As of this writing, Gert is not much more than a skeleton vortex... though still clinging to tropical storm intensity. It is located approximately 550 miles south of Newfoundland and zipping off to the northeast at 26kts. There is little to no deep convection associated with it, the SST under it is 26C and will decrease rapidly along its track, and it is soon going to get absorbed by a deep mid-latitude trough. So, Gert's time as a TC is limited. And with it not becoming a hurricane, this is the first time in 160 years of records that the Atlantic has started a season with 7 named storms and 0 hurricanes.

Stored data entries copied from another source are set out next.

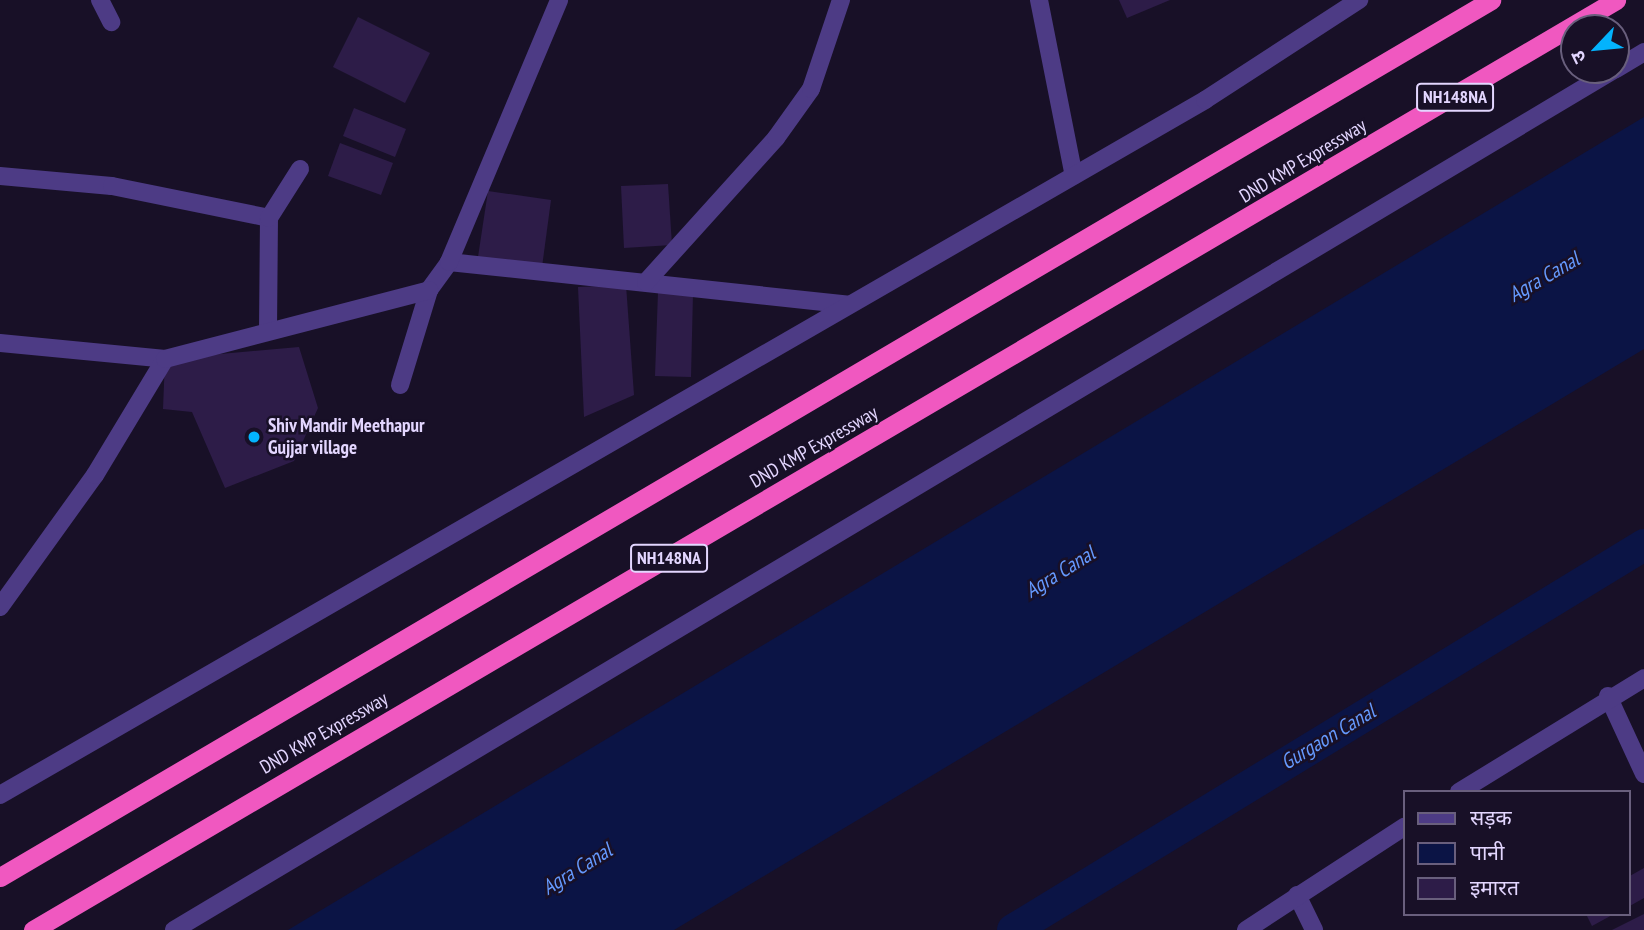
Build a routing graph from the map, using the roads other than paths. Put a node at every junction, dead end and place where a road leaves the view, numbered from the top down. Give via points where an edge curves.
1 (100, 0) edge
2 (559, 0) edge
3 (841, 0) edge
4 (1039, 0) edge
5 (1359, 0) edge
6 (1491, 0) edge
7 (1616, 0) edge
8 (111, 22) dead end
9 (1590, 84) edge
10 (300, 169) dead end
11 (0, 176) edge
12 (1074, 176) junction
13 (269, 218) junction
14 (449, 262) junction
15 (646, 282) junction
16 (429, 290) junction
17 (849, 305) junction
18 (268, 331) junction
19 (0, 343) edge
20 (165, 359) junction
21 (400, 385) dead end
22 (0, 607) edge
23 (1644, 678) edge
24 (1608, 696) junction
25 (1644, 774) edge
26 (1462, 790) edge
27 (0, 795) edge
28 (1402, 828) edge
29 (0, 877) edge
30 (1297, 895) junction
31 (1253, 927) edge
32 (33, 930) edge
33 (174, 930) edge
34 (1314, 930) edge

1 - 8 street
2 - 14 street
3 - 15 street via 835,34 811,89 783,128
4 - 12 street
5 - 12 street
6 - 29 highway, DND KMP Expressway / NH148NA
7 - 32 highway, DND KMP Expressway / NH148NA
9 - 33 street
10 - 13 street
11 - 13 street via 112,186
12 - 17 street
13 - 18 street
14 - 15 street
14 - 16 street
15 - 17 street
16 - 18 street
16 - 21 street
17 - 27 street
18 - 20 street
19 - 20 street
20 - 22 street via 94,475
23 - 24 street
24 - 25 street
24 - 26 street
28 - 30 street
30 - 31 street
30 - 34 street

The disturbance that exited Africa on the 6th and was crossing the Lesser Antilles yesterday is now centered near 65W in the Caribbean (this was the one that can be traced back to the Ethiopian Highlands on Aug 2). It's lacking a surface circulation, but it's persistent, and is still definitely worth keeping a close eye on. Generally, models favor this system and intensify it quite substantially in the next 5 days as it heads W-WNW toward the Yucatan area. BUT, it needs to at least become a Depression before getting concerned about anything beyond that. An aircraft will investigate the system later today.
Elsewhere, a large easterly wave exited Africa early on the 15th and is now near the Cape Verde islands. A scatterometer (a polar-orbiting satellite that can measure surface winds over the ocean) overpass earlier today reveals a fairly healthy low-level circulation... look near 12N 27W:
Please visit my tropical Atlantic headquarters.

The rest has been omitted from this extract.